== Segment start ==
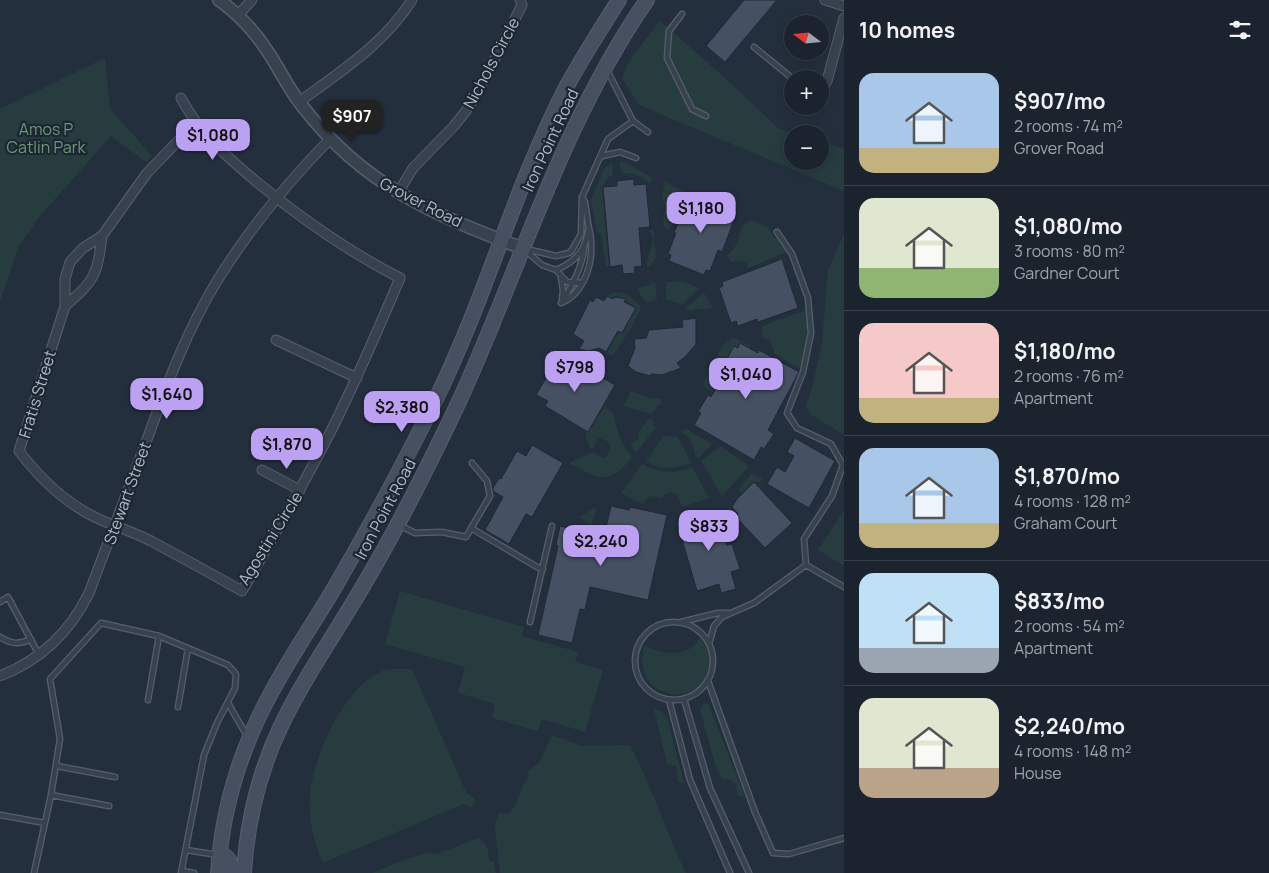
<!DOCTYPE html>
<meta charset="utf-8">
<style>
body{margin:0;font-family:Manrope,sans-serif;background:#282f3a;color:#f1f3f6;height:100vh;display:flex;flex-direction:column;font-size:19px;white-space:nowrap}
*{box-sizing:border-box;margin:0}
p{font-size:16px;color:#a0a4aa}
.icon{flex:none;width:28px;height:28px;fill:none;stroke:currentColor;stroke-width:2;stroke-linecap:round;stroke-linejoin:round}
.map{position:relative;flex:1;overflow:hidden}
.sheet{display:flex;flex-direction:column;background:#1b232e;width:425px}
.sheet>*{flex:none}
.needle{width:32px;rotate:286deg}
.fabs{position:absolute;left:784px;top:15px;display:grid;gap:10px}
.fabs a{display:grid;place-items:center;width:45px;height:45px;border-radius:50%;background:#1b232e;box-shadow:0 2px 12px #0003,0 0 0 1px #39404a;font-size:25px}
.price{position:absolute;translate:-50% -42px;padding:0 11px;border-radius:10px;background:#bca0f2;color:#111;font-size:16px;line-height:32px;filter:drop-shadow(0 1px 2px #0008)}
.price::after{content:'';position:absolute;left:50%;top:30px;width:15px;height:11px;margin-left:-8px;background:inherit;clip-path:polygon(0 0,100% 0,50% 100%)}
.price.current{background:#222;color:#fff}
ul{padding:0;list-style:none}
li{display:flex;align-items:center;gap:15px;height:125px;padding:0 15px}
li+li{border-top:1px solid #39404a}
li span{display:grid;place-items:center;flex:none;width:140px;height:100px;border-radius:15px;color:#555}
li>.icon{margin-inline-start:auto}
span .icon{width:60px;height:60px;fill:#fffc;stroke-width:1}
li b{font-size:21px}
h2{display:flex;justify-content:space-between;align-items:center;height:60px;padding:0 15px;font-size:21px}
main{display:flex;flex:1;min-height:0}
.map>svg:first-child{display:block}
.green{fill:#263c3f}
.building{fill:#455162;stroke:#1f2835}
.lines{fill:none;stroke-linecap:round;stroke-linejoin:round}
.service-casing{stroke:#565f6c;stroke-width:7}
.minor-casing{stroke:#565f6c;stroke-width:11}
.tertiary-casing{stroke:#565f6c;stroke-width:14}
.secondary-casing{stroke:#565f6c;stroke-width:16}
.service{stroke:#38414e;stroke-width:4.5}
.minor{stroke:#38414e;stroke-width:9}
.tertiary{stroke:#38414e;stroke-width:11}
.secondary{stroke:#465061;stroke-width:14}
.labels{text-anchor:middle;stroke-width:4.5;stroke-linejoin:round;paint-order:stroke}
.street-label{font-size:16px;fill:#b4bcc9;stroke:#1d2633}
.park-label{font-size:16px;fill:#6b9a76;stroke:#1d2633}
</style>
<main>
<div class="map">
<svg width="844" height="873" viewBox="0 0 844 873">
<rect width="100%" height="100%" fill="#242f3e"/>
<path class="green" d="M660,21L723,76L779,129L795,134H792V161H820V142L844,149V191L639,105L622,78L629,61Z
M105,58L110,109L152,156L146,162L111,136L39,217L18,248L0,301V109Z
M620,161C632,163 641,173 653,178L650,184C642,176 631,172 621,173Z
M612,163L613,175L609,176L602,187L609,266L606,267L601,233H597L591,200L604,169Z
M665,182L688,193L675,224L666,230L663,223L665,207L662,196Z
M751,220L766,226L787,252L748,268L747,264C742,260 737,259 732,263L727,256L737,244L741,228Z
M648,230H653L656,257L650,266L647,267C645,254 660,241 648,230Z
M844,234V435L810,414L806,406L812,388L822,343L828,270Z
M678,281L688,283L699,288L682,305L666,299V282Z
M655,282L657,299L646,303L637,289Z
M616,292C627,292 635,299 641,308L633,325L613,356L607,353L619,332L623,334L636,308L626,301V299L616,296L611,298L607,295Z
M704,293L713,308L687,310L686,308Z
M806,310C809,330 806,350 800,369L775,354L771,342L763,337L762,326Z
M734,338L750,346V349L741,343L738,348L734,347L717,378L721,380L718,385L720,396L707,389L703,384L723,345L731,339Z
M631,391L650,398L660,399L662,403L656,408L652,414L624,406Z
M605,406L614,414C617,433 621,443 632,458C622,469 612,481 595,476C586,473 579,466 570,464V462L594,452L596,455L604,458C609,453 612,449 609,442L599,438L593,448H590L585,435L586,431L588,433Z
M648,419H652L655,429L636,452L630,444L638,439L639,432Z
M685,428L712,444L699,458L696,457C693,449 692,437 682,433Z
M663,436L678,437L691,463C676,469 661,470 646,462Z
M720,446L747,464L748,468L722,496L701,461Z
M642,464C658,472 675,475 692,467L709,498L682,507L677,495L671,492L665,494L662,498L649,496L642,504L621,493Z
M752,473L763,479L760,482H753L742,493L738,490Z
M594,508L596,510L591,526L579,517Z
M844,510V566L818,550Z
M400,591L524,627L522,636L578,652L575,662L603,670L585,732L542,719L538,731L492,718L495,704L458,693L465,667L385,644Z
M699,638C708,647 712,656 709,669C701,711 628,699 645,645C660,655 691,658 699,638Z
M412,669L467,794L475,798V803L471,807L463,804L323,863C314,843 308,818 310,796C312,758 345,686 382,671C391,668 403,669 412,669Z
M708,703L745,797L737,796L736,784L731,780L725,779L722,780L718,770L717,771L700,710L703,704Z
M654,709L662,712L668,720L684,783L678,782L676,766L667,764Z
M552,735L582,746L630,745C651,786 666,831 686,873H500L495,829L496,822L500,812L507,814C520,806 518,787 529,777L528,771L539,763Z
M478,838C487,842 489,851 489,860L494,862L496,873H372L407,859L426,853L437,854Z"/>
<path class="building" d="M744,0H777L725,62L706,46Z
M634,179V185L646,184L650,227L639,228L642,266L634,267L635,273L623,274L622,265L610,267L603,187L617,186V181Z
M690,193L737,212L722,252L718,250L710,271L706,270L704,275L669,261L671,255L668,254L676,233H674Z
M782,259L798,308L758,322L757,319L738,326L736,321L731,323L719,288L723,286L722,282Z
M607,296L612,299L616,297L626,299L624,302L636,308L622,333L618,331L606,352L599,348L589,351L579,349L584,341L573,334L590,300L593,302L596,297L604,301Z
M696,318V344L685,357L677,363L681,368L662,375L651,374V376L636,372L628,366L635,348L634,339L646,338L649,330L683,327L682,320Z
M740,343L758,353L759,350L799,372L768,430L774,434L764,449L761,447L754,460L694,425L701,413L698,412L708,395L711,397L721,380L716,378L734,346L738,348Z
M559,356L569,362L571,359L615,385L588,432L545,406L548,401L536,395Z
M795,438L835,461L809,508L767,484L777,467L785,472L794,456L787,452Z
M532,445L563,463L532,517L526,514L509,544L485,530L503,497L493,491V488L499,478L501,479L517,451L526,456Z
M754,482L792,523L765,548L735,516L738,514L732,507L737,499Z
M611,506L629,510L630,507L667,515L648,600L590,587L585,610L580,609L572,643L538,635L558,546L556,545L560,526L604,536Z
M716,510L727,545L732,544L740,569L731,572L736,589L721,593L719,584L697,591L677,522Z"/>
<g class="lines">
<g class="service-casing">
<path id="service" d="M682,14L669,31L667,58L692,109L706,116
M754,47L793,79
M607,70L633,121L648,132
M602,156L620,152L636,158
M582,197L585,202L588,223
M777,232L792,254L808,298L811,333L803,372L787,413L797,428L831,444L843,465L832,496L804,539L806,565
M526,249L556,256L569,253L572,250L581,234L582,197L608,139L633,121
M525,250L542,265L556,270L567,282L582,283
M556,270C573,263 586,251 588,231
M561,277L563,291L562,299
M562,302C572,286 583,266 584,247
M561,303C583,294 593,265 591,242C591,236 589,229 588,223
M399,525L415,533L442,532L466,537L490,496L487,481L472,463
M471,528L537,567L543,569
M0,602L8,597L39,655
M530,622L552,526
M681,622L718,613H729
M635 661a39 39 0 1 1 78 0a39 39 0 1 1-78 0Z
M0,637C11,644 19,645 31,639
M709,644L714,626L722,617L754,603L806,565L844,587
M708,681L755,812L773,853L789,854L844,838
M684,699L710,788L749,873
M148,700L159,636
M669,700L690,780L730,873
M228,703L247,736
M178,707L188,648
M57,766L115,777
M51,795L109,806
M0,815L45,823
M186,850L218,855
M182,871L194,873
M34,873L51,795L60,739L50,679L101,623L159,636L228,665L236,674L235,688L217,723L204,755L181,873"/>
</g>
<g class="minor-casing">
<path id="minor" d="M825,0L844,6
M238,15L252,0
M820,94L827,81L844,18
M181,98C200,134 227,157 258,183C302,219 349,252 400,278C378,330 356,381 331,431C303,485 273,538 242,591C212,574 181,557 151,541C135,533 117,527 101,520C67,505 41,480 19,451L65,306V279L70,262L83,248L102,236L147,173L179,140L197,125
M299,102C340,72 384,44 412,0
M398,193L413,168L453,127L466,111L477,94L522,5L520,0
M65,306C95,280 97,276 102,236
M276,340L357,378
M262,470L300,490
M0,676C41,660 70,632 89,593C109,541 128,489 148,437C167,384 187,330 217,281C249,229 287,183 330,139"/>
</g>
<g class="tertiary-casing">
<path id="tertiary" d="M219,0C240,15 257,34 270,55C281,72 290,91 303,107C363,185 432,214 522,248"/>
</g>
<g class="secondary-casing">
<path id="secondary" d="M220,855C230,856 232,864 231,873
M218,873C222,810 241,748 271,693C291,656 315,621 336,585C371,525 404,463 435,401C471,328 496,251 526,176C540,142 555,106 573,75C588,49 603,25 619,0
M244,873C247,823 259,773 280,728C304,677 338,630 366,581C399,525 428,467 456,408C520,271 559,127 647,0"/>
</g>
<use href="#service" class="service"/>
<use href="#minor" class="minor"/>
<use href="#tertiary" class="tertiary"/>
<use href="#secondary" class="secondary"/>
</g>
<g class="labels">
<g class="street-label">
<text transform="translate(491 63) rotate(-62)" y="6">Nichols Circle</text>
<text transform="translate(550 140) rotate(-65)" y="6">Iron Point Road</text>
<text transform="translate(421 202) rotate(27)" y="6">Grover Road</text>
<text transform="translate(37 394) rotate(-73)" y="6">Fratis Street</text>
<text transform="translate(127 493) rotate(-70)" y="6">Stewart Street</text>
<text transform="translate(385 509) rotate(-62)" y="6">Iron Point Road</text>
<text transform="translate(270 538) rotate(-58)" y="6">Agostini Circle</text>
</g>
<g class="park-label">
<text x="46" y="135">Amos P<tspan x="46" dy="18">Catlin Park</tspan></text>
</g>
</g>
</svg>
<div class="fabs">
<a><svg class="needle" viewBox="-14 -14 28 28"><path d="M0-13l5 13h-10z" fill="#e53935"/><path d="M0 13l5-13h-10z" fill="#a0a4aa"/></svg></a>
<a>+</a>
<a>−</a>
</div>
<b class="price current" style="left:352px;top:142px">$907</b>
<b class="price" style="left:213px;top:161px">$1,080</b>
<b class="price" style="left:701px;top:234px">$1,180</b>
<b class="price" style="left:575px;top:393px">$798</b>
<b class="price" style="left:746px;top:400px">$1,040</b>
<b class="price" style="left:167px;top:420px">$1,640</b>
<b class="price" style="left:402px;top:433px">$2,380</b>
<b class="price" style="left:287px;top:470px">$1,870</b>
<b class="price" style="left:709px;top:552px">$833</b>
<b class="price" style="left:601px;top:567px">$2,240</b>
</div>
<section class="sheet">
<h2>10 homes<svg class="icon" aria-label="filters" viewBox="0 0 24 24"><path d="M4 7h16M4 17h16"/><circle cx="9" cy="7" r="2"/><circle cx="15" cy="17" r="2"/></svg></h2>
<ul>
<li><span style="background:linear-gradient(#a9c7e8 75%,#c2b280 0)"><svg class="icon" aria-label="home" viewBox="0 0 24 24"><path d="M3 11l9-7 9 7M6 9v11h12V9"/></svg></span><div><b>$907/mo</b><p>2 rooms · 74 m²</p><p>Grover Road</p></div></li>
<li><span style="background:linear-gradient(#dfe7d0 70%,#8fb573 0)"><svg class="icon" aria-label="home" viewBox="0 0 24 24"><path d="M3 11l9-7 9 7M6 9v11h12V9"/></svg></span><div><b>$1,080/mo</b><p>3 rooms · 80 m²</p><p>Gardner Court</p></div></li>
<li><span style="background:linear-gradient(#f6c9c9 75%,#c2b280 0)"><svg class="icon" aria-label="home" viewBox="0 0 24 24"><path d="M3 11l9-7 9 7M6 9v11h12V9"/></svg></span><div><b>$1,180/mo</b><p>2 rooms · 76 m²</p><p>Apartment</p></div></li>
<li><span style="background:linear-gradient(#a9c7e8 75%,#c2b280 0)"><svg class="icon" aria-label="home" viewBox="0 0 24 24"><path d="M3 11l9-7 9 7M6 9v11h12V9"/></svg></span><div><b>$1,870/mo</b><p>4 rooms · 128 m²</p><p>Graham Court</p></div></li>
<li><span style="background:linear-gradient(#bfe0f5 75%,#9aa5b1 0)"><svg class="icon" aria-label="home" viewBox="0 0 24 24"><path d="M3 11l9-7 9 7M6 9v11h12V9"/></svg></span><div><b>$833/mo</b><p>2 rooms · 54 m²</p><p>Apartment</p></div></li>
<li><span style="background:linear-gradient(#dfe7d0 70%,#b9a48a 0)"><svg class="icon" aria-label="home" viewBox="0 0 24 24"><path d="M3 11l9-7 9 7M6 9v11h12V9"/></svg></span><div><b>$2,240/mo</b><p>4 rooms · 148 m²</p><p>House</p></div></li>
</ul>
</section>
</main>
== Segment end ==
Problem to solve ▸ Across the listing, how many lines hold "place"? The answer must be the number only.

Answer box ▸ 2